Hoping to a better model for digital video

2010 January 7
by Karen

A number of things have gotten me thinking about digital video again of late. My thoughts re: streaming cropped up while traveling. I was sitting in SFO waiting to board the plane and annoyed that I couldn’t continue to watch the rest what I had been watching on Hulu while I was waiting once I got on the plane and in the air. For me the lack of an offline viewing mode without acquiring the thing for good is one of my biggest problems with streaming media. I love Hulu and I love Netflix on demand but I can’t get them unless I have wi-fi. (the fact I can’t get them on an Android phone yet also makes me grumpy) I sort of like the model which Apple uses where you can “rent” stuff but I’m not a fan of the fact that I have to have an iPhone/iPod Touch to watch said content.

Which led me to my second thought which I had over the holidays which was why doesn’t everyone make a digital copy part of the purchase of a DVD? I got the new Star Trek for Christmas and was excited to see it came with a digital copy for my use. Yay! Only problem was that to get the digital copy one has to put the DVD in the computer, fire up iTunes and enter the code provided with the DVD to download the digital version. Pretty cool, except I had my Mac Air with me so no DVD drive. It wouldn’t been nice to just be able to go to iTunes and input the code without the DVD.

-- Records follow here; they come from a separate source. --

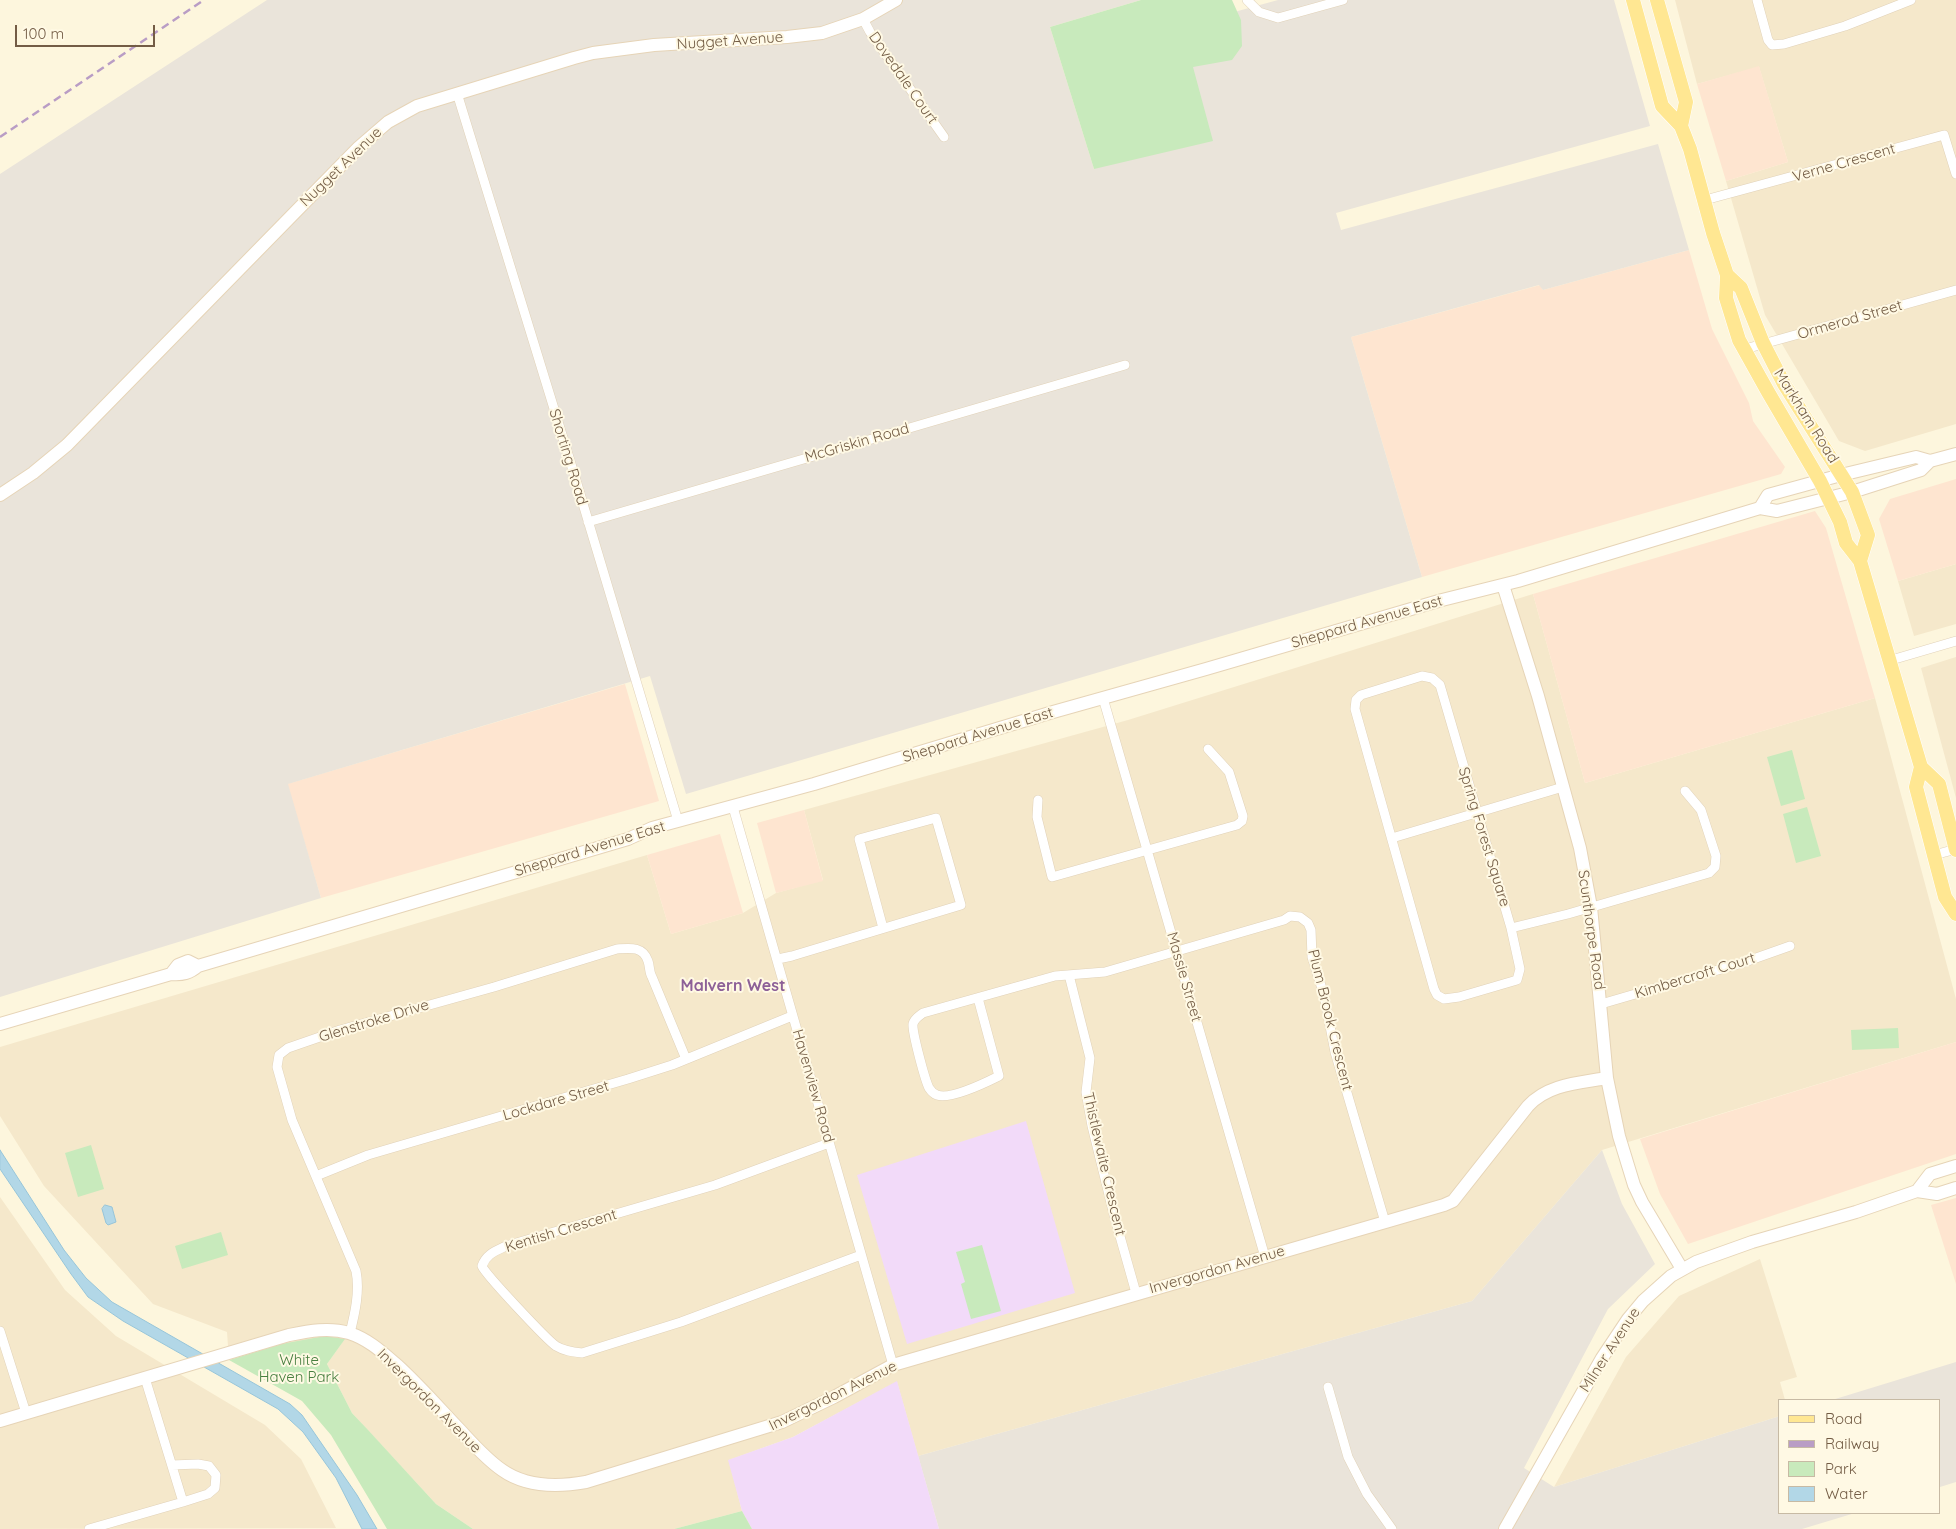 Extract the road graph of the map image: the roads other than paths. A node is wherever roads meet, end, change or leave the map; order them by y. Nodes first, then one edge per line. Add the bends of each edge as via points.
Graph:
1 (896, 0) edge
2 (1247, 0) edge
3 (1343, 0) edge
4 (1633, 0) edge
5 (1656, 0) edge
6 (1758, 0) edge
7 (1911, 0) edge
8 (863, 19) junction
9 (457, 93) junction
10 (1681, 126) junction
11 (944, 137) dead end
12 (1956, 174) edge
13 (1705, 200) junction
14 (1727, 275) junction
15 (1956, 290) edge
16 (1763, 343) junction
17 (1745, 349) junction
18 (1125, 366) dead end
19 (1956, 454) edge
20 (1930, 461) junction
21 (1842, 475) junction
22 (1820, 481) junction
23 (1852, 492) junction
24 (0, 495) edge
25 (1829, 498) junction
26 (1760, 508) junction
27 (588, 522) junction
28 (1860, 561) junction
29 (1503, 585) junction
30 (1956, 641) edge
31 (1888, 661) junction
32 (1104, 698) junction
33 (1208, 749) dead end
34 (1921, 767) junction
35 (1562, 786) junction
36 (1685, 791) dead end
37 (1038, 800) dead end
38 (733, 806) junction
39 (1476, 813) junction
40 (678, 821) junction
41 (1392, 838) junction
42 (1956, 849) edge
43 (1146, 850) junction
44 (1934, 855) junction
45 (1591, 907) junction
46 (1956, 914) edge
47 (884, 928) junction
48 (1511, 928) junction
49 (1790, 946) dead end
50 (1176, 952) junction
51 (778, 959) junction
52 (1069, 975) junction
53 (978, 998) junction
54 (1601, 1004) junction
55 (792, 1016) junction
56 (0, 1024) edge
57 (686, 1059) junction
58 (1607, 1078) junction
59 (829, 1143) junction
60 (1956, 1166) edge
61 (316, 1176) junction
62 (1956, 1188) edge
63 (1917, 1191) junction
64 (1385, 1222) junction
65 (861, 1255) junction
66 (1265, 1257) junction
67 (1682, 1269) junction
68 (1136, 1293) junction
69 (0, 1331) edge
70 (350, 1333) junction
71 (893, 1365) junction
72 (145, 1378) junction
73 (1328, 1387) dead end
74 (26, 1413) junction
75 (0, 1421) edge
76 (172, 1466) junction
77 (183, 1502) junction
78 (89, 1529) edge
79 (1392, 1529) edge
80 (1505, 1529) edge

1 - 8 street, Nugget Avenue
2 - 3 street via 1259,12 1278,18
4 - 10 main road, Markham Road via 1662,106
5 - 10 main road via 1686,102
6 - 7 street via 1772,45 1845,26
8 - 9 street, Nugget Avenue via 822,33 654,45 593,53
8 - 11 street, Dovedale Court
9 - 24 street, Nugget Avenue via 416,106 388,122 359,147 67,445
9 - 27 street, Shorting Road
10 - 13 main road, Markham Road
12 - 13 street, Verne Crescent via 1944,135
13 - 14 main road, Markham Road
14 - 16 main road, Markham Road via 1741,288
14 - 17 main road, Markham Road via 1726,298
15 - 16 street, Ormerod Street
16 - 17 street, Ormerod Street
16 - 21 main road, Markham Road via 1784,384
17 - 22 main road, Markham Road
18 - 27 street, McGriskin Road
19 - 20 street, Sheppard Avenue East
20 - 21 street, Sheppard Avenue East via 1916,457
20 - 23 street, Sheppard Avenue East via 1921,470
21 - 22 street, Sheppard Avenue East
21 - 23 main road, Markham Road
22 - 25 main road, Markham Road
22 - 26 street, Sheppard Avenue East via 1768,495
23 - 25 street, Sheppard Avenue East
23 - 28 main road, Markham Road via 1868,535
25 - 26 street, Sheppard Avenue East via 1777,511
25 - 28 main road, Markham Road via 1846,543
26 - 29 street, Sheppard Avenue East
27 - 40 street, Shorting Road
28 - 31 main road, Markham Road
29 - 32 street, Sheppard Avenue East
29 - 35 street, Scunthorpe Road
30 - 31 street
31 - 34 main road, Markham Road
32 - 38 street, Sheppard Avenue East
32 - 43 street, Massie Street
33 - 43 street via 1229,772 1242,821
34 - 42 main road, Markham Road via 1939,784
34 - 44 main road, Markham Road via 1916,788
35 - 39 street
35 - 45 street, Scunthorpe Road via 1580,848
36 - 45 street via 1702,810 1716,856 1715,867 1709,874
37 - 43 street via 1037,817 1052,877
38 - 40 street, Sheppard Avenue East
38 - 51 street, Havenview Road
39 - 41 street
39 - 41 street, Spring Forest Square via 1440,685 1432,678 1422,676 1360,695 1354,709
39 - 48 street, Spring Forest Square
40 - 56 street, Sheppard Avenue East via 628,839 198,966 188,961 178,965 171,974
41 - 48 street, Spring Forest Square via 1437,995 1444,999 1459,997 1517,980 1520,969
42 - 44 street
43 - 50 street, Massie Street
44 - 46 main road, Markham Road via 1945,897
45 - 48 street
45 - 54 street, Scunthorpe Road
47 - 47 street via 960,905 936,818 859,839
47 - 51 street
49 - 54 street, Kimbercroft Court
50 - 52 street via 1106,972
50 - 64 street, Plum Brook Crescent via 1290,916 1300,917 1308,923 1312,957 1324,995 1335,1052
50 - 66 street, Massie Street
51 - 55 street, Havenview Road
52 - 53 street
52 - 68 street, Thistlewaite Crescent via 1090,1058 1086,1092 1092,1126
53 - 53 street via 916,1017 914,1036 929,1088 935,1095 952,1094 999,1076
54 - 58 street, Scunthorpe Road
55 - 57 street, Lockdare Street
55 - 59 street, Havenview Road
57 - 61 street, Lockdare Street via 628,1080 368,1156
57 - 61 street, Glenstroke Drive via 649,970 649,963 641,951 633,948 617,948 340,1030 288,1048 279,1055 278,1061 292,1120
58 - 64 street, Invergordon Avenue via 1563,1086 1539,1095 1453,1201
58 - 67 street, Scunthorpe Road via 1615,1120 1634,1185
59 - 65 street, Havenview Road
59 - 65 street, Kentish Crescent via 715,1185 506,1246 490,1254 482,1266 550,1342 565,1351 582,1353 681,1322
60 - 63 street, Milner Avenue via 1930,1174
61 - 70 street, Glenstroke Drive via 356,1270 358,1283
62 - 63 street, Milner Avenue via 1937,1194
63 - 67 street, Milner Avenue via 1752,1242
64 - 66 street, Invergordon Avenue
65 - 71 street, Havenview Road
66 - 68 street, Invergordon Avenue
67 - 80 street, Milner Avenue via 1645,1299 1628,1319 1602,1358
68 - 71 street, Invergordon Avenue
69 - 74 street
70 - 71 street, Invergordon Avenue via 370,1342 407,1374 502,1470 526,1481 564,1486 768,1428
70 - 72 street, Invergordon Avenue via 327,1329 289,1335
72 - 74 street, Invergordon Avenue
72 - 76 street
73 - 79 street via 1348,1457 1367,1494
74 - 75 street, Invergordon Avenue
76 - 77 street
76 - 77 street via 209,1466 216,1475 215,1488 208,1494
77 - 78 street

More and more I’m discovering that I want to access things where and when I want without having to be wedded to a specific device. Sometimes, like with my music, this is possible. Other times like with video it isn’t. It sort of makes me scratch my head. Back in October at LITA forum in October I was talking to some colleagues about digital media and nearly all of us agreed that we were willing to pay to acquire media. At the same time, nearly everyone had gotten content via other means. Why? Well the two biggest reasons seemed to be: format availability issues (won’t play on or isn’t available for my X) and not available digitally period. I recently read a post from Mashable which a colleague had starred that talked about a new format for digital video. Seems like lots of companies are on board: except Apple. Big sigh. I love my Mac but I don’t love having to have a iPhone/iPod Touch to play my media. I’d probably buy more digital video if it weren’t for this.

Honestly I feel the same way about ebooks, I don’t want a Kindle because I don’t think its fair to have a format that locks people into a particular device. I know the device and the ebooks themselves are separate but every other ereader is using a different digital book standard which seems to inter-operate on all those devices. But I digress. My point is that we’ve been through this with music and it turned out that people wanted a single DRM-free format that played on all devices. I don’t think that the format has to be DRM free for video and ebooks but I do think it needs to be device independent. Until my personal digital video and ebook consumption is going to be stunted.